I am curious if it is possible to exec
a string within a function as if the string were substituted for exec
directly (with appropriate indentation). I understand that in 99.9% of cases, you shouldn't be using exec
but I'm more interested in if this can be done rather than if it should be done.
The behavior I want is equivalent to:
GLOBAL_CONSTANT = 1
def test_func():
def A():
return GLOBAL_CONSTANT
def B():
return A()
return B
func = test_func()
assert func() == 1
But I am given instead:
GLOBAL_CONSTANT = 1
EXEC_STR = """
def A():
return GLOBAL_CONSTANT
def B():
return A()
"""
def exec_and_extract(exec_str, var_name):
# Insert code here
func = exec_and_extract(EXEC_STR, 'B')
assert func() == 1
def exec_and_extract(exec_str, var_name):
exec(EXEC_STR) # equivalent to exec(EXEC_STR, globals(), locals())
return locals()[var_name]
NameError: name 'A' is not defined
when calling func()
since A
and B
exist inside exec_and_extract
's locals()
but the execution context while running A
or B
is exec_and_extract
's globals()
.
def exec_and_extract(exec_str, var_name):
exec(EXEC_STR, locals()) # equivalent to exec(EXEC_STR, locals(), locals())
return locals()[var_name]
NameError: name 'GLOBAL_CONSTANT' is not defined
when calling A
from inside func()
since the execution context of A
is exec_and_extract
's locals()
which does not contain GLOBAL_CONSTANT
.
def exec_and_extract(exec_str, var_name):
exec(EXEC_STR, globals()) # equivalent to exec(EXEC_STR, globals(), globals())
return globals()[var_name]
Works but pollutes global namespace, not equivalent.
def exec_and_extract(exec_str, var_name):
locals().update(globals())
exec(EXEC_STR, locals()) # equivalent to exec(EXEC_STR, locals(), locals())
return locals()[var_name]
Works but requires copying the entire content of exec_and_extract
's globals()
into its locals()
which is a waste of time if globals()
is large (of course not applicable in this contrived example). Additionally, is subtly not the same as the "paste in code" version since if one of the arguments to exec_and_extract
happened to be GLOBAL_CONSTANT
(a terrible argument name), the behavior would be different ("paste in" version would use the argument value while this code would use the global constant value).

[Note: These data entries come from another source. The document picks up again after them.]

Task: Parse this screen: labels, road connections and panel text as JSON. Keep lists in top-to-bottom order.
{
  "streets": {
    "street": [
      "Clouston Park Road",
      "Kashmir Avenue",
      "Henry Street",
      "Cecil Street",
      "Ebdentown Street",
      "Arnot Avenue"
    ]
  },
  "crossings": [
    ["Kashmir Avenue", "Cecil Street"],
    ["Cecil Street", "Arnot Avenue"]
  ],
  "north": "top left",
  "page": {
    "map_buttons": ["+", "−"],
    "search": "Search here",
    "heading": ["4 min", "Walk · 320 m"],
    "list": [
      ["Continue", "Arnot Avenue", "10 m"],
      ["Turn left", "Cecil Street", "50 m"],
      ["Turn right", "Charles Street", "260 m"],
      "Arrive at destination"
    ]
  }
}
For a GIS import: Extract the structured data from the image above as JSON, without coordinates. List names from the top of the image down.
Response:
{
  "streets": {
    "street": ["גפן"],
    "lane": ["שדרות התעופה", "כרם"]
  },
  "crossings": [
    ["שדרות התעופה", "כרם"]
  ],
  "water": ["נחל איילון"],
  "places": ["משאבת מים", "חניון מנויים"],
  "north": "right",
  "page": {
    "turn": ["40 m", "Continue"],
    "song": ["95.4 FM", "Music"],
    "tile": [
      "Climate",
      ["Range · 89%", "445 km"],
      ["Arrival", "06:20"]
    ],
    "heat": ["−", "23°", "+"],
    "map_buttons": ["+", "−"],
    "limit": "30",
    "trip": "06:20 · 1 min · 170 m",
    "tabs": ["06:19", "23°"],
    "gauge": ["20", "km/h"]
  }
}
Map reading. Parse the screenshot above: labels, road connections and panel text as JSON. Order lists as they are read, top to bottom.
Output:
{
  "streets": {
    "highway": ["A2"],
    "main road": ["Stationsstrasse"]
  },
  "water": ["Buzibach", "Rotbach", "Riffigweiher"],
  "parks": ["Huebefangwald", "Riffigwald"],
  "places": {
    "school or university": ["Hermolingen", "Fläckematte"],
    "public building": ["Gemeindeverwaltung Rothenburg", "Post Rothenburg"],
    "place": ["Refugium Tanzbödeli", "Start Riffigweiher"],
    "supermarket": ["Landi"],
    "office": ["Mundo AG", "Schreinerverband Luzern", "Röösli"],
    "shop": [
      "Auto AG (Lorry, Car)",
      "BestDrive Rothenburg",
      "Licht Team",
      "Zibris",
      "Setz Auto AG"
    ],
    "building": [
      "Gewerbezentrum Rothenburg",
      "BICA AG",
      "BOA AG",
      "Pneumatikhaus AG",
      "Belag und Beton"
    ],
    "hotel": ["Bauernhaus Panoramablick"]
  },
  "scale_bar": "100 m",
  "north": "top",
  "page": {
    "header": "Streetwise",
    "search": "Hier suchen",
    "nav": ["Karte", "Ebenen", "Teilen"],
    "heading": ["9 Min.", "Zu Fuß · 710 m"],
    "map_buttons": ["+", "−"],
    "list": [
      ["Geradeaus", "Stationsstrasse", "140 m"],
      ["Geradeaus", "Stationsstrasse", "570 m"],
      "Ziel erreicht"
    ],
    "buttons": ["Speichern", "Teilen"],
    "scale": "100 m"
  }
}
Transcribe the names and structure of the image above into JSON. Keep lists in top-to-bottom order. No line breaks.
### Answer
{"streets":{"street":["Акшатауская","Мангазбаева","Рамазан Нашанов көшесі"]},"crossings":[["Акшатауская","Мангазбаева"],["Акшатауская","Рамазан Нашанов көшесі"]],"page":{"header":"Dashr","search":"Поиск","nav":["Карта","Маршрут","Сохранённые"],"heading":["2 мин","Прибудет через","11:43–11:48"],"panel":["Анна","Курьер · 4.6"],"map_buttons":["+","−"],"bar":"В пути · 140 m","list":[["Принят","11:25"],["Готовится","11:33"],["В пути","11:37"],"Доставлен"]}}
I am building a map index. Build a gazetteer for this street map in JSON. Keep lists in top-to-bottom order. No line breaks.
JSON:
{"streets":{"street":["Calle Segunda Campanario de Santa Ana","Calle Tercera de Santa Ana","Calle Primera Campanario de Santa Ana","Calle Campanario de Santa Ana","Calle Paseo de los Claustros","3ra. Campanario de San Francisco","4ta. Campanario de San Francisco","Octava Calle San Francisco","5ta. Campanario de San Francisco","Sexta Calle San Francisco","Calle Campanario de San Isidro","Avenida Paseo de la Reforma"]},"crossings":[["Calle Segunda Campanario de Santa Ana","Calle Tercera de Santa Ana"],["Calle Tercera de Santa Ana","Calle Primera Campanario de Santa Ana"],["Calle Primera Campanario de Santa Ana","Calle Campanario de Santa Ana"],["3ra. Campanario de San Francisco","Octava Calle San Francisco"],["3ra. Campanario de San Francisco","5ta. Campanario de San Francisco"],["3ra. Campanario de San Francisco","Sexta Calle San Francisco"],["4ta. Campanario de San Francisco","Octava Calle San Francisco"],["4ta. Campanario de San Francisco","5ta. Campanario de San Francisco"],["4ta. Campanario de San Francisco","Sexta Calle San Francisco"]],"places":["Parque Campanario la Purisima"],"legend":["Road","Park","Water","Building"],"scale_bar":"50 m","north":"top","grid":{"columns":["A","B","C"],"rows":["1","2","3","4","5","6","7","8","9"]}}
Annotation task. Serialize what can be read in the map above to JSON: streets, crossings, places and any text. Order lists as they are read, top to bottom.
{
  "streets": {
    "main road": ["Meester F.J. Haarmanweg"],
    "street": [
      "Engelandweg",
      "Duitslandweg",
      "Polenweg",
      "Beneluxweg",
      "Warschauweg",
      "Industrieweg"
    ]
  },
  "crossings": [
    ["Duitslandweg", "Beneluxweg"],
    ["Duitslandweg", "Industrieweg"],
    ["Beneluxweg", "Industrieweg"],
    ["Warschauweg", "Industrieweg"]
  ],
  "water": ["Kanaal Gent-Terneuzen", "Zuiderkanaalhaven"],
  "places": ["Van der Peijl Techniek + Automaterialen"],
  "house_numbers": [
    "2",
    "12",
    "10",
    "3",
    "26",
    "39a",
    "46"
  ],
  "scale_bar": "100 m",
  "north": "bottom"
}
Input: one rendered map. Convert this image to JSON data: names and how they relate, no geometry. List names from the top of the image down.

Trying to cover any "loopholes" in the problem statement:
exec_str
value should represent arbitrary code that can access global or local scope variables.exec_str
.exec_and_extract
(in global namespace or otherwise). i.e. In this example, execution of EXEC_STR
should not leave A
around to be referenceable in future calls to exec_and_extract
.This is impossible. exec
interacts badly with local variable scope mechanics, and it is far too restricted for anything like this to work. In fact, literally any local variable binding operation in the executed string is undefined behavior, including plain assignment, function definitions, class definitions, imports, and more, if you call exec
with the default locals. Quoting the docs:
The default locals act as described for function locals() below: modifications to the default locals dictionary should not be attempted. Pass an explicit locals dictionary if you need to see effects of the code on locals after function exec() returns.
Additionally, code executed by exec
cannot return
, break
, yield
, or perform other control flow on behalf of the caller. It can break
loops that are part of the executed code, or return
from functions defined in the executed code, but it cannot interact with its caller's control flow.
If you're willing to sacrifice the requirement to be able to interact with the calling function's locals (as you mentioned in the comments), and you don't care about interacting with the caller's control flow, then you could insert the code's AST into the body of a new function definition and execute that:
import ast
import sys
def exec_and_extract(code_string, var):
original_ast = ast.parse(code_string)
new_ast = ast.parse('def f(): return ' + var)
fdef = new_ast.body[0]
fdef.body = original_ast.body + fdef.body
code_obj = compile(new_ast, '<string>', 'exec')
gvars = sys._getframe(1).f_globals
lvars = {}
exec(code_obj, gvars, lvars)
return lvars['f']()
I've used an AST-based approach instead of string formatting to avoid problems like accidentally inserting extra indentation into triple-quoted strings in the input.
inspect
lets us use the globals of whoever called exec_and_extract
, rather than exec_and_extract
's own globals, even if the caller is in a different module.
Functions defined in the executed code see the actual globals rather than a copy.
The extra wrapper function in the modified AST avoids some scope issues that would occur otherwise; particularly, B
wouldn't be able to see A
's definition in your example code otherwise.